[Records for this exercise]:

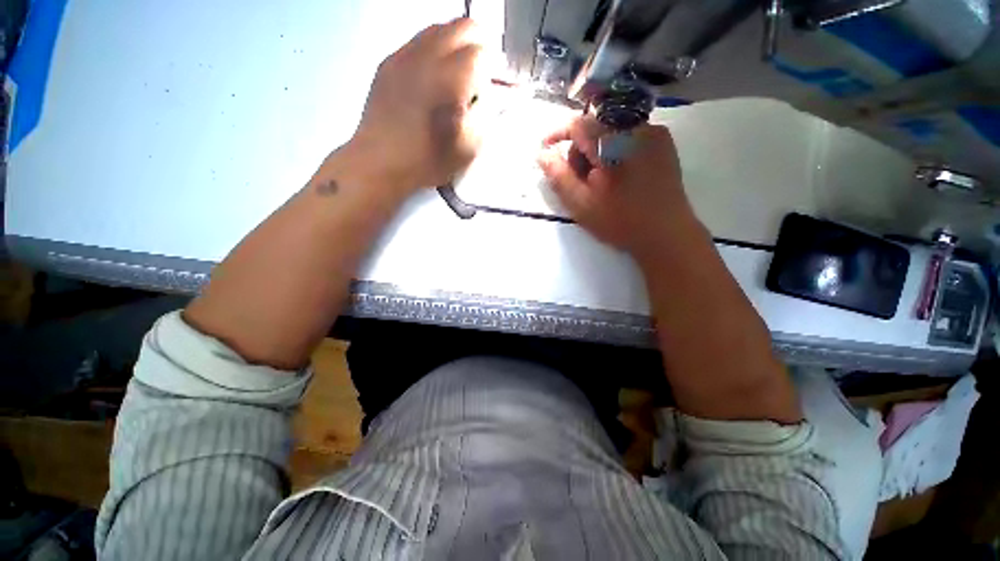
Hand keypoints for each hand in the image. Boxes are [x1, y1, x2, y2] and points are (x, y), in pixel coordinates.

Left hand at [347, 18, 485, 194]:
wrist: (380, 161)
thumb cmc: (428, 160)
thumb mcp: (469, 147)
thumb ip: (488, 116)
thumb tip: (499, 95)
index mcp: (450, 80)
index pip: (483, 53)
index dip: (494, 71)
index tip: (494, 89)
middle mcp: (428, 56)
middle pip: (464, 27)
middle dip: (480, 48)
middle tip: (479, 77)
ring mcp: (404, 55)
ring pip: (440, 28)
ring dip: (457, 46)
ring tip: (456, 76)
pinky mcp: (389, 61)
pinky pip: (418, 40)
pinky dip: (434, 51)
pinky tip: (432, 77)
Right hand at [537, 116, 700, 259]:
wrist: (666, 233)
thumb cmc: (620, 222)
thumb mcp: (581, 204)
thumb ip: (559, 177)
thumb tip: (542, 154)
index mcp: (613, 145)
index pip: (578, 124)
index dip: (558, 135)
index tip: (546, 149)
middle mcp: (635, 129)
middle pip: (594, 127)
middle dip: (581, 150)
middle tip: (580, 181)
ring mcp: (653, 133)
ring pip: (611, 132)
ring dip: (598, 152)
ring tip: (601, 182)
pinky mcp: (663, 142)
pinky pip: (629, 137)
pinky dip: (616, 151)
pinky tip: (619, 176)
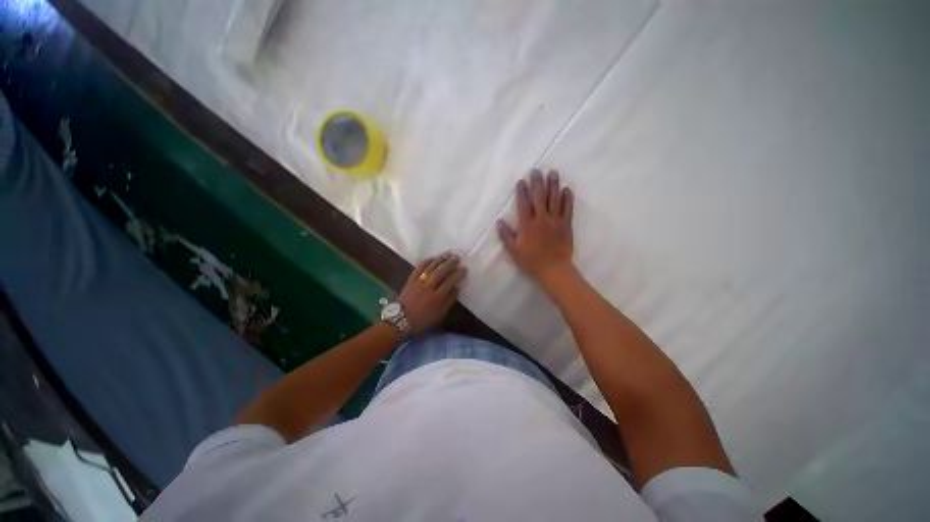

[Prompt]:
Copy each line from the records above that includes the string "index".

[Reply to the task]:
index mcp: (450, 80)
index pip: (483, 53)
index dip: (494, 71)
index tip: (494, 89)
index mcp: (613, 145)
index pip: (578, 124)
index dip: (558, 135)
index tip: (546, 149)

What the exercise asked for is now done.